The breast does two jobs. It houses the fireplace cavity, sized to the unit's spec sheet, and it gives the flue a path upward through ceiling and roof.
In a modern build, three approaches cover almost every situation:
- A traditional protruding breast that steps out from the surrounding wall (industry-typical 200 to 400 mm projection)
- A flush feature wall where the whole wall plane sits forward to match the fireplace depth
- A full-wall surround with no projection at all, which is mostly feasible for slim-line electric units
The choice between them depends on the fireplace you've selected, the flue geometry if there is one, the structural wall behind the fireplace, and the look you want. Each is covered below.
Do you need a chimney breast for an inbuilt gas log fireplace?
You need somewhere for the cavity and the flue, but it doesn't have to project from the wall. Inbuilt gas log fireplaces need a framed cavity matching the unit's spec sheet (industry-typical 700 to 1,500 mm wide, 600 to 900 mm tall, 300 to 450 mm deep plus a flue path running upward to discharge.
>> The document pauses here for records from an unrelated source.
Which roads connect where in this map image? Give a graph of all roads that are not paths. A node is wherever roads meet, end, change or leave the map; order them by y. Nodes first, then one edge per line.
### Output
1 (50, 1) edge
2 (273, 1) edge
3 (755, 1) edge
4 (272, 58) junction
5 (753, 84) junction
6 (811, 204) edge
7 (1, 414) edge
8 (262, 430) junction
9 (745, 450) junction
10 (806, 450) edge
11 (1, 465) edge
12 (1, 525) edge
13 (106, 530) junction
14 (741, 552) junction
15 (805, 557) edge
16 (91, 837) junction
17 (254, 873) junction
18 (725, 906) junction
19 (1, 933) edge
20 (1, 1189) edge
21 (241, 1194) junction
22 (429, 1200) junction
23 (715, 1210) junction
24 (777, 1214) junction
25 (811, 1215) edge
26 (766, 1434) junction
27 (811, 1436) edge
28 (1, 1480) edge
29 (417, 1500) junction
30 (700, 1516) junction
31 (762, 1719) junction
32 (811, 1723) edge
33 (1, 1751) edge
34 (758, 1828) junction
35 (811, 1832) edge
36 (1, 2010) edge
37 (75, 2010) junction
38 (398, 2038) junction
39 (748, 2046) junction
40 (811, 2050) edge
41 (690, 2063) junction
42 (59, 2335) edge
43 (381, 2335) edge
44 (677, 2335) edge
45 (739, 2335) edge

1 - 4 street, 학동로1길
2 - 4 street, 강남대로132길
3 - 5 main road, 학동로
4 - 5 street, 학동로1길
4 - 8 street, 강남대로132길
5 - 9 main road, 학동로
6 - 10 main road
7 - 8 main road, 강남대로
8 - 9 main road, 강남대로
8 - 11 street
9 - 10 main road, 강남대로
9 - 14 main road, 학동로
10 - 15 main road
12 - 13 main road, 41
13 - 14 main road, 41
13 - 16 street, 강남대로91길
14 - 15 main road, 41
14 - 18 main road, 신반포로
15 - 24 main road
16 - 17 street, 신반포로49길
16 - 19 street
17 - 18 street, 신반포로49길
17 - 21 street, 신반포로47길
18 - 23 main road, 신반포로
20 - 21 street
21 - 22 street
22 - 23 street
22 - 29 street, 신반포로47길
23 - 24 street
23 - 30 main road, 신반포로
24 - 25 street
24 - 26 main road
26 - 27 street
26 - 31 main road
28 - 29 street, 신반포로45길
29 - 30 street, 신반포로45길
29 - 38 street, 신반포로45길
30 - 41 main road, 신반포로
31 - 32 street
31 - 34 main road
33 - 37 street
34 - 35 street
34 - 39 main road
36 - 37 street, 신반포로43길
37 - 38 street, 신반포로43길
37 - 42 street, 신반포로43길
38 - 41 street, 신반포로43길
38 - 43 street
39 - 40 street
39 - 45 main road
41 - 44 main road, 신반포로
The flue decides whether the wall sits flush or has to project. If the wall is on the building's perimeter and the flue can run straight up through ceiling and roof, a flush feature wall works. If the flue has to offset around joists, beams, or upper-floor framing, a protruding breast often becomes the practical solution because it gives the offset somewhere to live.
Illusion manufactures seven collections of gas log inbuilts in Melbourne: Luminar, Azura, Matrix, Mystique, Realistic, Millenium, and Esprit. Cavity dimensions vary across them. The carpenter frames to the spec sheet of the model you've chosen rather than to a generic cavity. Settling on the unit before framing day matters. Changing the model later means reframing the cavity.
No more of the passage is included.